Creditors Want SVB Parent to File for Bankruptcy

A group of creditors for Silicon Valley Bank’s parent are reportedly pushing the company to file for bankruptcy.

The group, most of which bought SVB Financial Group’s bonds ahead of last weekend, now want the company to declare bankruptcy and sell off its non-bank businesses, the Wall Street Journal reported Tuesday (Mar. 14).

According to the report — which cites sources familiar with the matter — the creditor group holds a substantial piece of SVB Financial’s $3.4 billion face value of bonds.

The report also notes that while regulators say the company’s stock is worthless, it also owns some potentially high-value assets: its investment manager SVB Capital, which oversees $9.5 billion, and the investment bank SVB Securities and wealth-management firm SVB Private.

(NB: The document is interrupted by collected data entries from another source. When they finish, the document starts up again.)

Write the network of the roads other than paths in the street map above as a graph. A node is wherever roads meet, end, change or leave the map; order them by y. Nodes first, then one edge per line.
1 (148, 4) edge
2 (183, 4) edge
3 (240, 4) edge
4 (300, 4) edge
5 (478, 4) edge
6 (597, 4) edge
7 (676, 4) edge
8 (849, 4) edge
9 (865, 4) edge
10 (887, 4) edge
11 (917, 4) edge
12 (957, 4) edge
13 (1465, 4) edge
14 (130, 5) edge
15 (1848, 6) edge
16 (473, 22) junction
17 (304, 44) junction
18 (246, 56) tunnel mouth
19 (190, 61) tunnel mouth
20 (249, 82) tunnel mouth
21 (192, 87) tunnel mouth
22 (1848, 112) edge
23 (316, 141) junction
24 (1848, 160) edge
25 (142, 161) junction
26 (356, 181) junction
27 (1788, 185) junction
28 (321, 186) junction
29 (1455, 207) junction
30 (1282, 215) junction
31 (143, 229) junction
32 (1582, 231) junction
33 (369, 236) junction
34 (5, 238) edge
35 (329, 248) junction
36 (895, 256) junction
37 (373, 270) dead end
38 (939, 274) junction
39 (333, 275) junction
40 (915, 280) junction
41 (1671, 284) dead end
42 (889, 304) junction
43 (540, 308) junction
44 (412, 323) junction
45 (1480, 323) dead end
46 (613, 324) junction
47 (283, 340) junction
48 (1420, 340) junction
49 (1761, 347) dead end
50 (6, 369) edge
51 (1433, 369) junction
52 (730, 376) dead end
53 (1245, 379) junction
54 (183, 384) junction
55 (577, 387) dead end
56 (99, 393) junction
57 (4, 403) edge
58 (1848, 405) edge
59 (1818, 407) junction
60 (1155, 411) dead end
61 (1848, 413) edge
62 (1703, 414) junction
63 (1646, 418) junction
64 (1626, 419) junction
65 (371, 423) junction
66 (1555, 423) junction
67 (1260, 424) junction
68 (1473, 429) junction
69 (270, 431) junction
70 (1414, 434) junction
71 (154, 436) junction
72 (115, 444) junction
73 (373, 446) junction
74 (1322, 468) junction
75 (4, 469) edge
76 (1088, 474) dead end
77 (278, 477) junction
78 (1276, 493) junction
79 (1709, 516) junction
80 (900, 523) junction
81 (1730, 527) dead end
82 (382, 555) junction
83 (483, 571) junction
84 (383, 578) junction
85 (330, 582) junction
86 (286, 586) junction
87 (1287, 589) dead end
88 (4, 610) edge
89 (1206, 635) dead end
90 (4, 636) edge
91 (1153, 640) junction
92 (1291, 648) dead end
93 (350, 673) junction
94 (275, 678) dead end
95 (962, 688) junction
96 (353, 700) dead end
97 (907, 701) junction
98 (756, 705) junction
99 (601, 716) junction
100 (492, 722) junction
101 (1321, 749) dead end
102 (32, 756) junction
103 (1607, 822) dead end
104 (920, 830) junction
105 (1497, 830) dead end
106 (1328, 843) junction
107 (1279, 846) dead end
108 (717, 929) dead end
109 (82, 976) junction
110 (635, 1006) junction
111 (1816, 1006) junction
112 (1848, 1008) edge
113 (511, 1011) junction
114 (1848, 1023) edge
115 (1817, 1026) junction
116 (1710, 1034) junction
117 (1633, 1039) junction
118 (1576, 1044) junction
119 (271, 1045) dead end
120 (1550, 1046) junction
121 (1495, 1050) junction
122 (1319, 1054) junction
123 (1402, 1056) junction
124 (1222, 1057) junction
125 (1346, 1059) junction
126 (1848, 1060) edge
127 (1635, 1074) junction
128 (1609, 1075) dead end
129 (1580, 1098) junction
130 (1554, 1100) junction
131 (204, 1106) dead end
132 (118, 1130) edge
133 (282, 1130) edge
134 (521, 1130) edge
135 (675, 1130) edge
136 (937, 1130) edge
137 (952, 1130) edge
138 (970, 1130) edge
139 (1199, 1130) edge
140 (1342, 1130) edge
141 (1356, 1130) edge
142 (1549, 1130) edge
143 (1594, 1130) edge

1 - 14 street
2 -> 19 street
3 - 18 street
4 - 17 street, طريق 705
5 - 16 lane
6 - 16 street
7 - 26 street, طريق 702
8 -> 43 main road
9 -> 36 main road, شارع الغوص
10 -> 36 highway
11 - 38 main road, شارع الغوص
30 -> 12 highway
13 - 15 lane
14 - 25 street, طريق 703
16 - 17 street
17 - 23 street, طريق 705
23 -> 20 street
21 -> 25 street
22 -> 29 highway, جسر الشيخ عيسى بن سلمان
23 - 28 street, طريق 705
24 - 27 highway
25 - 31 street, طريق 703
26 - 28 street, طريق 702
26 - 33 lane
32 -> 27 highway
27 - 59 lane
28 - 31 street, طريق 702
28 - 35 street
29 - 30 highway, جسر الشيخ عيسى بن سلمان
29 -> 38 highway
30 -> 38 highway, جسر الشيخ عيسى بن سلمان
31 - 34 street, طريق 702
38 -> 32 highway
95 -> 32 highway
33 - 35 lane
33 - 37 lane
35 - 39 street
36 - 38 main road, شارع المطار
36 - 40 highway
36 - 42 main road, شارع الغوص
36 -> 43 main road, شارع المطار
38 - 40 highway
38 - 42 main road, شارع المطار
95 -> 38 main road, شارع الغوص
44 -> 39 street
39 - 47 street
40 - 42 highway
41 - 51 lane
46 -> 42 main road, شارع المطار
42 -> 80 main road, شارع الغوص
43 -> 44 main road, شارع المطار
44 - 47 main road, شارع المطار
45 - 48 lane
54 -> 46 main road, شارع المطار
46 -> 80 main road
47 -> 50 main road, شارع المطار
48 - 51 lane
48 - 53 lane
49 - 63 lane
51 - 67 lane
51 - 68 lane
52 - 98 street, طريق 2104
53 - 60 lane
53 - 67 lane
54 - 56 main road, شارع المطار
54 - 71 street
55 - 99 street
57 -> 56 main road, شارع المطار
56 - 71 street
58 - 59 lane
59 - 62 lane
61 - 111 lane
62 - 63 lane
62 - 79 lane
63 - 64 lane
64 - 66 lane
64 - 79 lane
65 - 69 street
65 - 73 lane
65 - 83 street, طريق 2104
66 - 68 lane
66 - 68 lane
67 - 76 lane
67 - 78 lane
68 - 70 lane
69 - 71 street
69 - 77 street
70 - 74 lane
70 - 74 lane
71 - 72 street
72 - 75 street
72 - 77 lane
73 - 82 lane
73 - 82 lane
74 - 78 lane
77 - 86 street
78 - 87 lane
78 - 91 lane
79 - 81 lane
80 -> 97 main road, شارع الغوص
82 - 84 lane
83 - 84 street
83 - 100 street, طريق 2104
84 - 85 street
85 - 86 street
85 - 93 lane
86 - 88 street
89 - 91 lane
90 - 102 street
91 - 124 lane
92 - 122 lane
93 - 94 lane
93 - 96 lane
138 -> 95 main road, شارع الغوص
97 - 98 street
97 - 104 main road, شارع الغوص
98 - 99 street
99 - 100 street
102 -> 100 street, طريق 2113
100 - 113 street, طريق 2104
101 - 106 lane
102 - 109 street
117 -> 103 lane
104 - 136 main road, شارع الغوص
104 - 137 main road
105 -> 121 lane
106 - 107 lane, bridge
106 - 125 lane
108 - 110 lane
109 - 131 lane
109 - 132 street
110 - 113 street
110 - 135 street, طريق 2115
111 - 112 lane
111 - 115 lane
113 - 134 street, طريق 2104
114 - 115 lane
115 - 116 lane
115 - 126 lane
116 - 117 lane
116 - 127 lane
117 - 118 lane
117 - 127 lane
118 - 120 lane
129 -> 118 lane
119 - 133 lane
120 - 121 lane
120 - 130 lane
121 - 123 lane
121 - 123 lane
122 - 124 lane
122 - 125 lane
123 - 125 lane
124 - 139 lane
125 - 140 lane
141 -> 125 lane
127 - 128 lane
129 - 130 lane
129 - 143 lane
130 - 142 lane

However, these creditors could have to wait, the report says, as the Federal Deposit Insurance Corp. (FDIC) — the bank’s receiver — could argue that the parent company’s assets should be used to boost the bank’s balance sheet before the bondholders get their cut.

Silicon Valley Bank was shut down and taken over by federal regulators last week in one of the largest banking failures in U.S. history.

The FDIC took control of SVB after a run on deposits and spent the weekend scrambling to make sure clients’ uninsured deposits were available. The FDIC has also been trying to find a buyer for the bank after an unsuccessful auction during the weekend.

And while another auction is apparently a possibility, reports emerged Tuesday that Apollo Global Management was seeking backing for its bid to buy SVB, and had talked with Andreessen Horowitz, General Catalyst, Redpoint Ventures and other venture capital (VC) firms for assistance in financing a bid for the assets of the failed bank.

Earlier reports have said some of those same VC firms were working to reclaim parts of SVB to help it keep lending to and investing in tech sector companies.

As PYMNTS noted recently, the bank collapses have been “seismic” for the tech industry. Speaking to PYMNTS’ Karen Webster, Money Lion CEO Dee Choubey noted that the ripple effects of the SVB collapse will be widely felt.

Even if companies didn’t hold deposits with the bank, they were likely to have processed payments through SVB, Choubey said — and MoneyLion had in the past, in fact, processed payments through the fallen bank.

“One of the tragedies is that they actually had a very strong payments process business,” said Choubey.